The Australians drew together a little; there was something in the bleak grey December morning, in the cheery bustle and excitement, that made them suddenly alone and homesick—homesick for great trees and bare plains, for scorching sunlight and the green and gold splendour of the Bush.
“Doesn’t it seem a long way away?” Norah said, very low; and Jim and Wally, knowing quite well what she meant, nodded silently. To them, too, home was a great way off.
They hurried through an early breakfast, and came again on deck to find the anchor down for the last time, and the Perseus lying at rest. An official launch was alongside; and presently all the passengers were mustered in the saloon, to answer to their names and declare their nationality and business. It was a war precaution, but a perfunctory one; as Wally remarked, the late Mr. Smith would have had no difficulty whatever in passing with full marks.
Then came good-byes, beginning with the captain, somewhat haggard after his final vigil, and ending with little Tommy Field, who insisted on attaching himself to Norah, and was with difficulty removed by his parents. A tender was alongside; great piles of luggage were being shot down to it.
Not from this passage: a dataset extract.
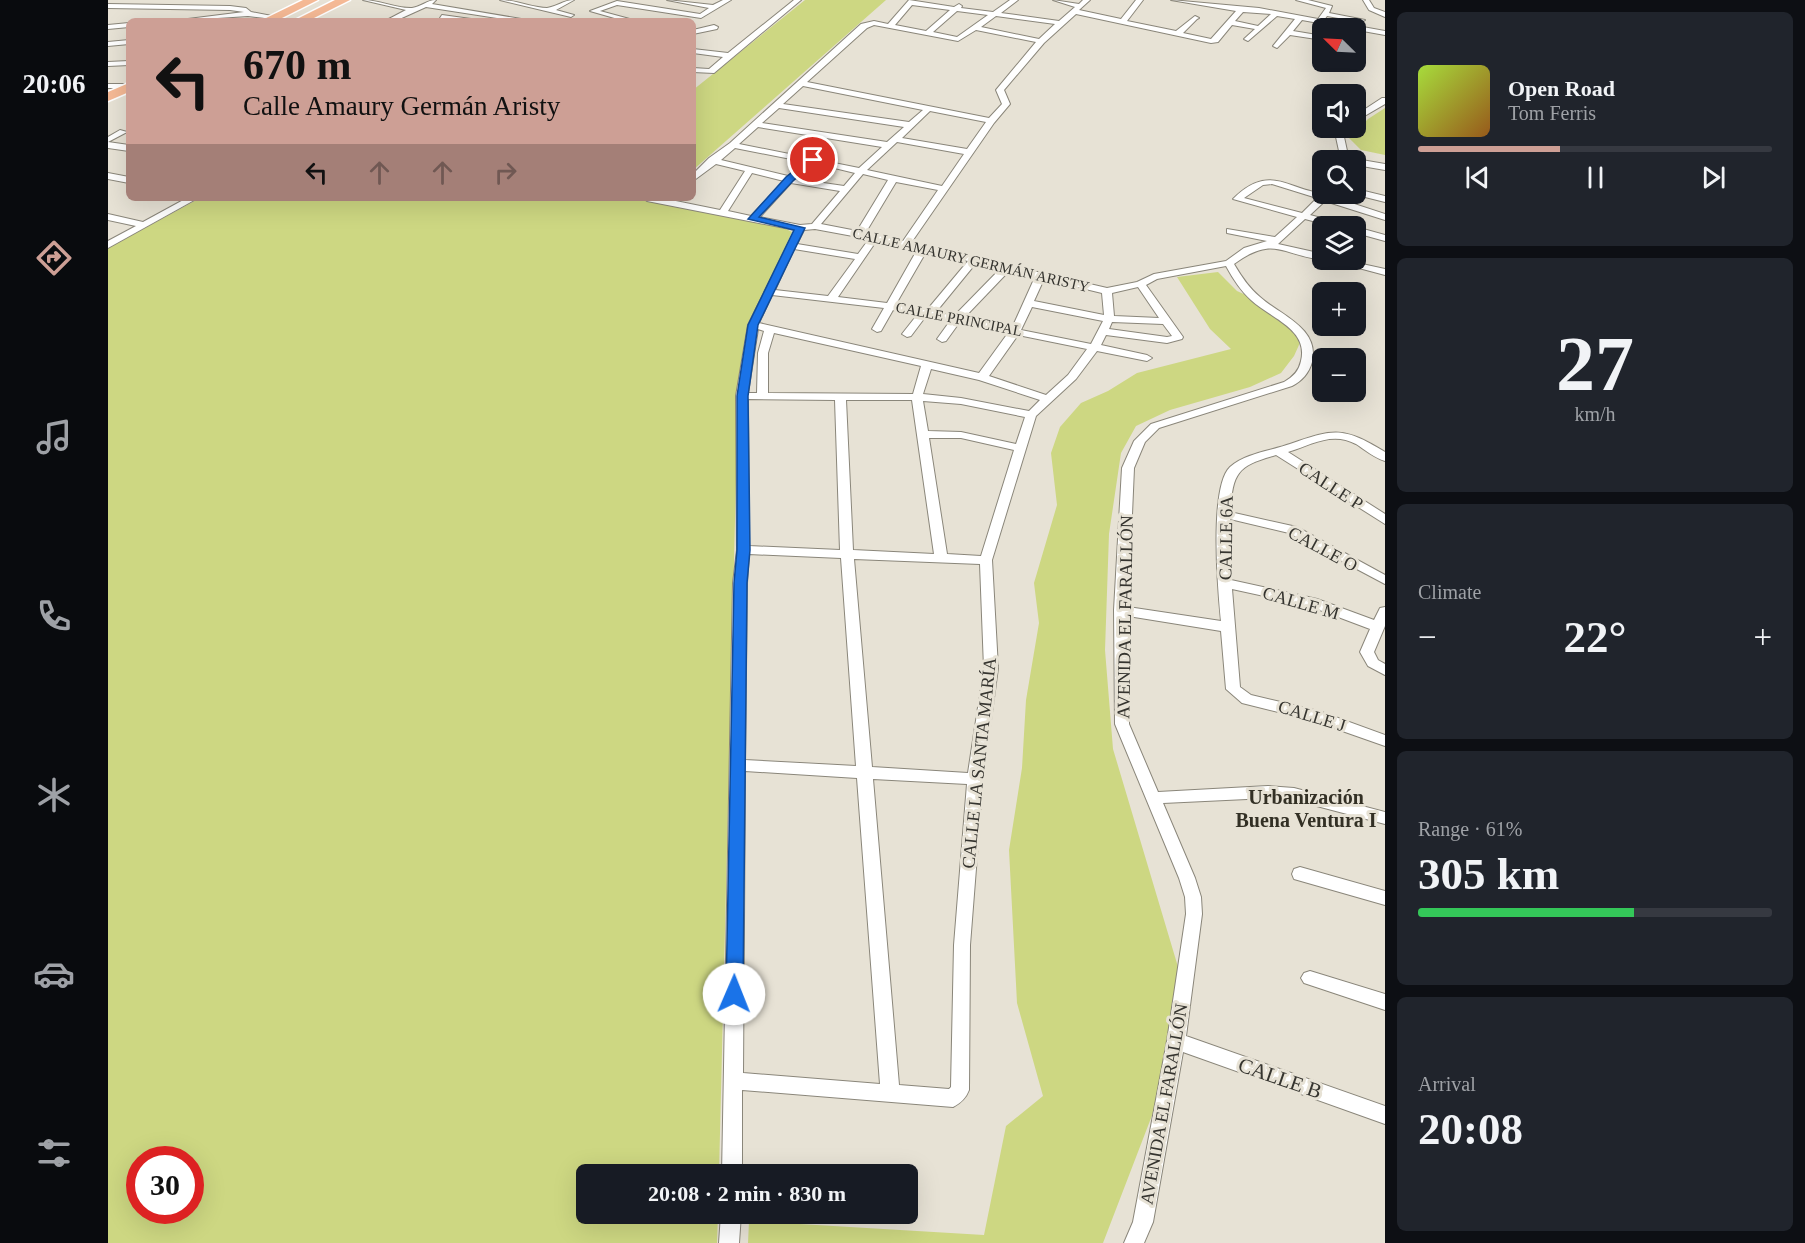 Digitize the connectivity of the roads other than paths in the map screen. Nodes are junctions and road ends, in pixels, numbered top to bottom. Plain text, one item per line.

There were many delays before the passengers, blue and shivering, were ushered down the gangway to the tossing deck below.
Norah looked back as the tender steamed off slowly. Far above them towered the mighty bulk of the Perseus, as it had towered at Melbourne so many weeks before. Then it had seemed strange and unfriendly; now it had changed; it was all the home she knew, in this cold, grey land. She had a moment’s wild desire to go back to it.
“Well, I am an idiot,” Wally said, beside her. “For weeks I’ve been aching to get off that old ship—and now that I’m off, I feel suddenly like a lost foal, and I want to go back and hide my head in my cabin! Do you feel like that?”
“ ’M,” said Norah, nodding very hard. “England feels very queer and terrifying, all of a sudden, doesn’t it?”
“Don’t you bother your little head,” said Jim. “We’ll worry through all right.”
Ashore there came a long Customs delay, since enthusiastic officials insisted on having a lengthy hunt through luggage for revolvers, which were liable to confiscation. They waited in a huge shed, which smelt of many things, none of them pleasant. Finally they were released, and made their way through a bewildering maze of rough buildings and railway lines, until they found themselves at the station at Falmouth, where a special train awaited them.
It was all strange to the Lintons. The very accent of the Cornish folk around them was unintelligible; the houses, packed closely together, as unfamiliar as the bleak landscape and the leafless trees—trees that Norah considered dead until she suddenly realised that she was no longer in Australia, where a leafless tree is a dead tree, and where there is no long winter sleep for Nature. These trees were bare, but dense with growth of interlaced boughs and twigs; not beaten to gaunt skeletons, like the Australian dead forest giants. Norah found that in their beauty of form and tracery there was something more exquisite than in their spring leafage.